TASK ITEM: Pull every line containing "Loop" from the listing below.

** THE DATA follows **

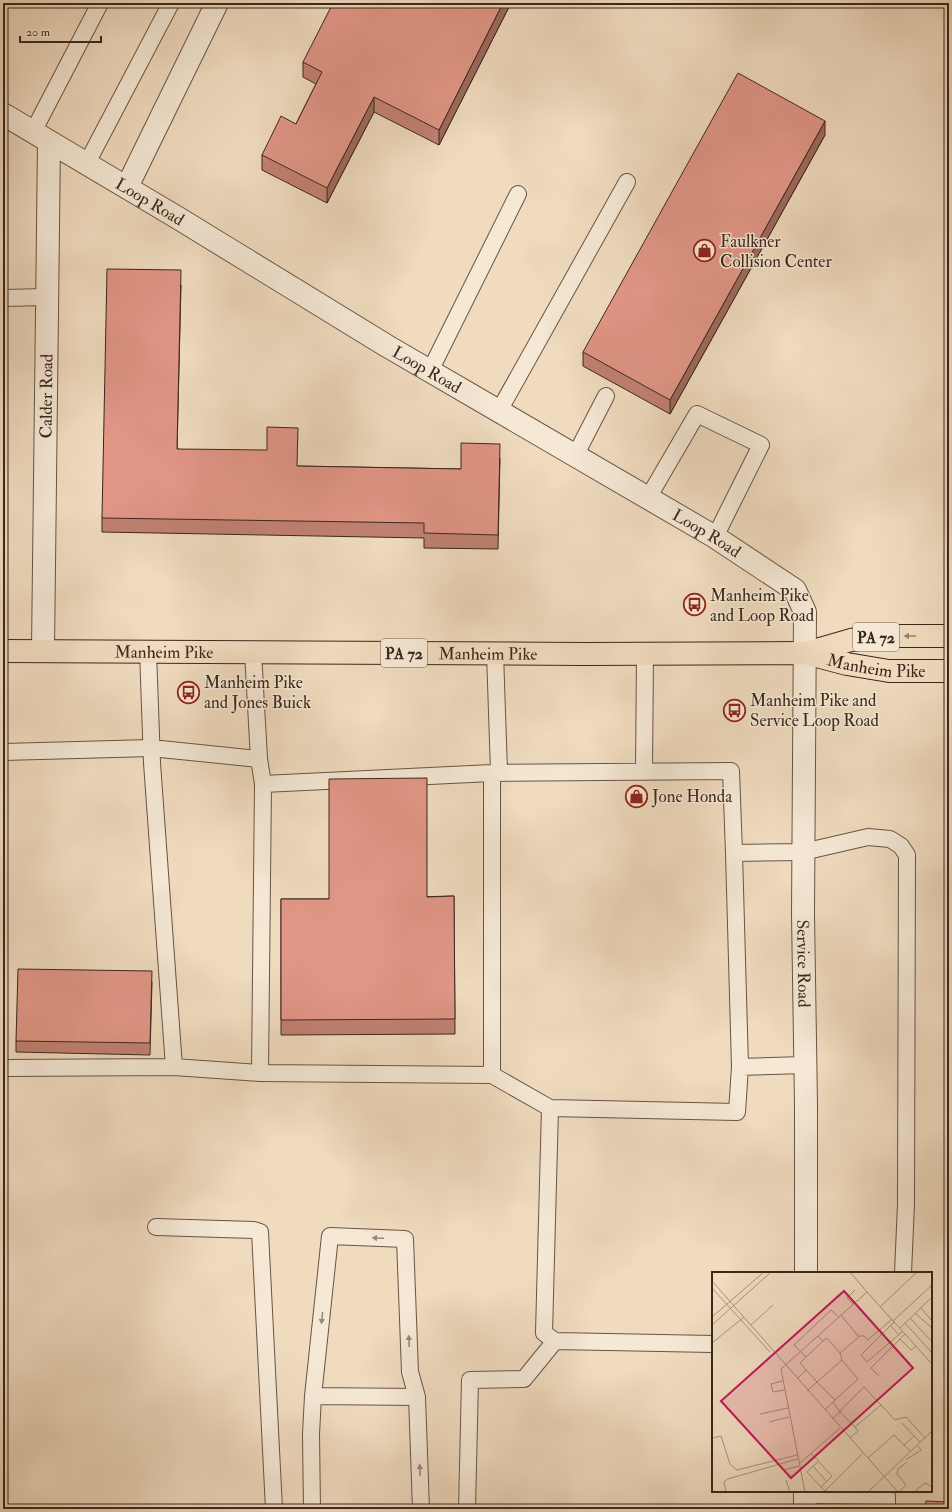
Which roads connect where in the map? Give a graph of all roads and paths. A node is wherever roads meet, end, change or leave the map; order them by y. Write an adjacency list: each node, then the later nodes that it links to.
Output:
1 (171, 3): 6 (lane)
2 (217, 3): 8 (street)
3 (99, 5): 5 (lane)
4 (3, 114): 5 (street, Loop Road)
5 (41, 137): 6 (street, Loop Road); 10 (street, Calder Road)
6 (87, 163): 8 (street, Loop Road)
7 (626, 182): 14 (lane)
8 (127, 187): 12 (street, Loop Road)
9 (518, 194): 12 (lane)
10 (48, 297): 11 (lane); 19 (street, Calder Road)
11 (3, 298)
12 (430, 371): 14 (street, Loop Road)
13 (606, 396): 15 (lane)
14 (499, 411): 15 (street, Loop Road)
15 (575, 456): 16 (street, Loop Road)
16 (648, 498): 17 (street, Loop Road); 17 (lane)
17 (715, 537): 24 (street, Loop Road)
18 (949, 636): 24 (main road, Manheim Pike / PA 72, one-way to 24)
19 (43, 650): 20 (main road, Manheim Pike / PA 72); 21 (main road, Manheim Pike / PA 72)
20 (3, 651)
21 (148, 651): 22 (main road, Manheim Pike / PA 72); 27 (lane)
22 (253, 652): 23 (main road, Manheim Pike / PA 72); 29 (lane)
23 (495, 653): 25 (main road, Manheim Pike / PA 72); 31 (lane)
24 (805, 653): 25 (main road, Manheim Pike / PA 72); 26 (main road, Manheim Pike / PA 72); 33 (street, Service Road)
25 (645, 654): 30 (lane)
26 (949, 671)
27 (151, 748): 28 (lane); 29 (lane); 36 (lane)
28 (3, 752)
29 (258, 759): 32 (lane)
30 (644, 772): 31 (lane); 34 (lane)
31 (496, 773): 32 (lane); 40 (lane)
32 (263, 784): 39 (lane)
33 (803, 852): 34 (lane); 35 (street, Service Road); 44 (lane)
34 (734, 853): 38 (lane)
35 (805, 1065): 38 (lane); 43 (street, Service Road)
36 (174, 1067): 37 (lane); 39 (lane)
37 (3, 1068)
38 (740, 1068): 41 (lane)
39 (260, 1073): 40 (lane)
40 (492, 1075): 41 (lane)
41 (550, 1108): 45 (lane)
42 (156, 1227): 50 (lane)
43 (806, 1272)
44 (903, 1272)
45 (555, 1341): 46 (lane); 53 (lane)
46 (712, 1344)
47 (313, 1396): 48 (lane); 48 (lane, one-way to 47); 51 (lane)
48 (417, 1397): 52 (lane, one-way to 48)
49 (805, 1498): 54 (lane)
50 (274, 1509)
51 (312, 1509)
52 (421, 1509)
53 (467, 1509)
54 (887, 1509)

** End of THE DATA **

ANSWER TO THIS TASK:
4 (3, 114): 5 (street, Loop Road)
5 (41, 137): 6 (street, Loop Road); 10 (street, Calder Road)
6 (87, 163): 8 (street, Loop Road)
8 (127, 187): 12 (street, Loop Road)
12 (430, 371): 14 (street, Loop Road)
14 (499, 411): 15 (street, Loop Road)
15 (575, 456): 16 (street, Loop Road)
16 (648, 498): 17 (street, Loop Road); 17 (lane)
17 (715, 537): 24 (street, Loop Road)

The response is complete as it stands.